Supplied records section start
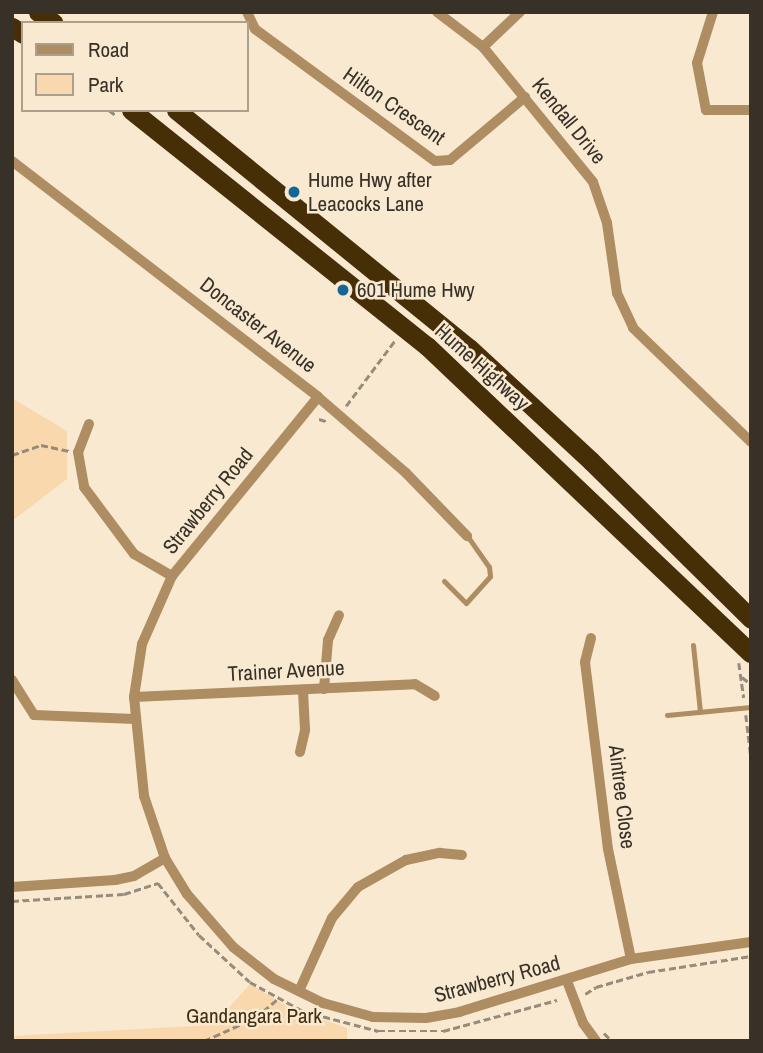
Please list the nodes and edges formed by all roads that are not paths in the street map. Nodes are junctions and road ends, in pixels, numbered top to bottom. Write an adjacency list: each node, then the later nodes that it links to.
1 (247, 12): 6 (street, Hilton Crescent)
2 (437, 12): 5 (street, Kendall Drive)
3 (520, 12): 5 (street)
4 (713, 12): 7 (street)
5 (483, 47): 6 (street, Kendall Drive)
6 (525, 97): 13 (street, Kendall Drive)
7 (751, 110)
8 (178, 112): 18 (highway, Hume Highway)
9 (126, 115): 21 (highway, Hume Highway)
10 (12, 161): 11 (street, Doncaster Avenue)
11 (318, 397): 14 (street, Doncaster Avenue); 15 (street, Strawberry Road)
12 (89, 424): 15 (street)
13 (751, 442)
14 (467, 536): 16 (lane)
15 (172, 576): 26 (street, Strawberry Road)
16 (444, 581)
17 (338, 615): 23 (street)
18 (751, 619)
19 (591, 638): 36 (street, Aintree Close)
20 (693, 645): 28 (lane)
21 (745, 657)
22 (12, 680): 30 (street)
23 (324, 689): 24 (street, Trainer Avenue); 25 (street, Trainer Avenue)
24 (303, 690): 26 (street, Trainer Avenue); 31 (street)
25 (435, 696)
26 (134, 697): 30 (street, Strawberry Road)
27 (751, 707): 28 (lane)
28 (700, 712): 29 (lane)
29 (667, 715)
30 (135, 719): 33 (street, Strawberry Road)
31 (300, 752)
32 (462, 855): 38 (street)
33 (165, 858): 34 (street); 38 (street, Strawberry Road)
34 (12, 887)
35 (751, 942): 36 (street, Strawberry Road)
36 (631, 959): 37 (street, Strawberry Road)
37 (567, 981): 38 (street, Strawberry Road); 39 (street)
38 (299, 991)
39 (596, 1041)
Supplied records section end
Supplied records section start
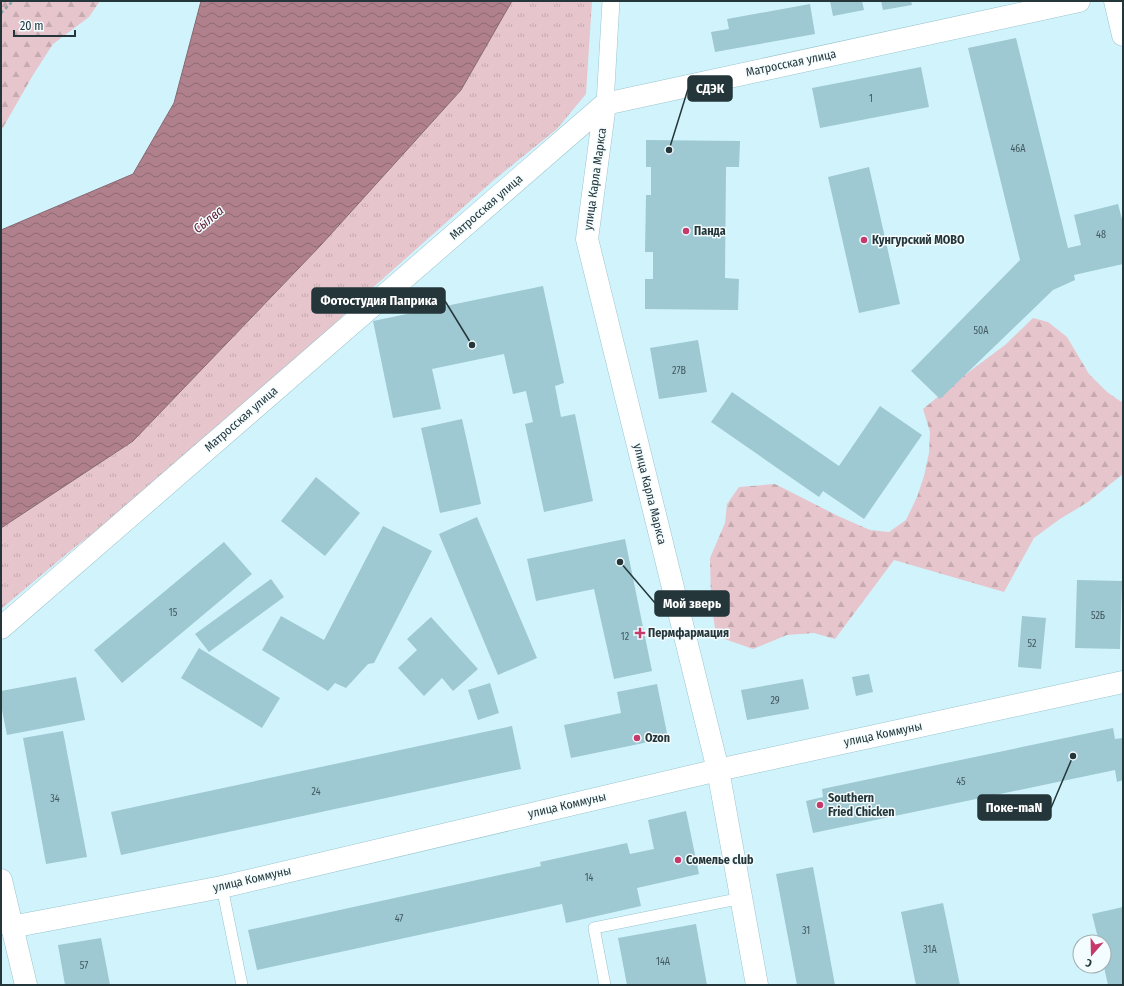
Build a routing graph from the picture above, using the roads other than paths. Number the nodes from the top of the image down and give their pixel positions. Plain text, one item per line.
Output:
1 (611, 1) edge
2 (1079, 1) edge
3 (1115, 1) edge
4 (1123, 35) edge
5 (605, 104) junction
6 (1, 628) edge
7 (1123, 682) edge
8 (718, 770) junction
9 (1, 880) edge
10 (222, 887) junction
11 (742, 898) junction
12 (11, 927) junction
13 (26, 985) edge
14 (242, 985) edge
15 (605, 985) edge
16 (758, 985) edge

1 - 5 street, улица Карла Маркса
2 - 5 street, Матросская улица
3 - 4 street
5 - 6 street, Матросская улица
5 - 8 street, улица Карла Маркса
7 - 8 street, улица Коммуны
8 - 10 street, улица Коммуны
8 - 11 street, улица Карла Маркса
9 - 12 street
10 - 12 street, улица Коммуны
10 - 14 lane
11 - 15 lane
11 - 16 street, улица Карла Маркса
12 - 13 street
Supplied records section end
Supplied records section start
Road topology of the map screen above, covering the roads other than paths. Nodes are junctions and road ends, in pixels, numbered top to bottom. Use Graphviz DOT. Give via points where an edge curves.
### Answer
Supplied records section end
Exercise | From the data above, copy each line with the string "other" in it.

Result of the task |
Build a routing graph from the picture above, using the roads other than paths. Number the nodes from the top of the image down and give their pixel positions. Plain text, one item per line.
Road topology of the map screen above, covering the roads other than paths. Nodes are junctions and road ends, in pixels, numbered top to bottom. Use Graphviz DOT. Give via points where an edge curves.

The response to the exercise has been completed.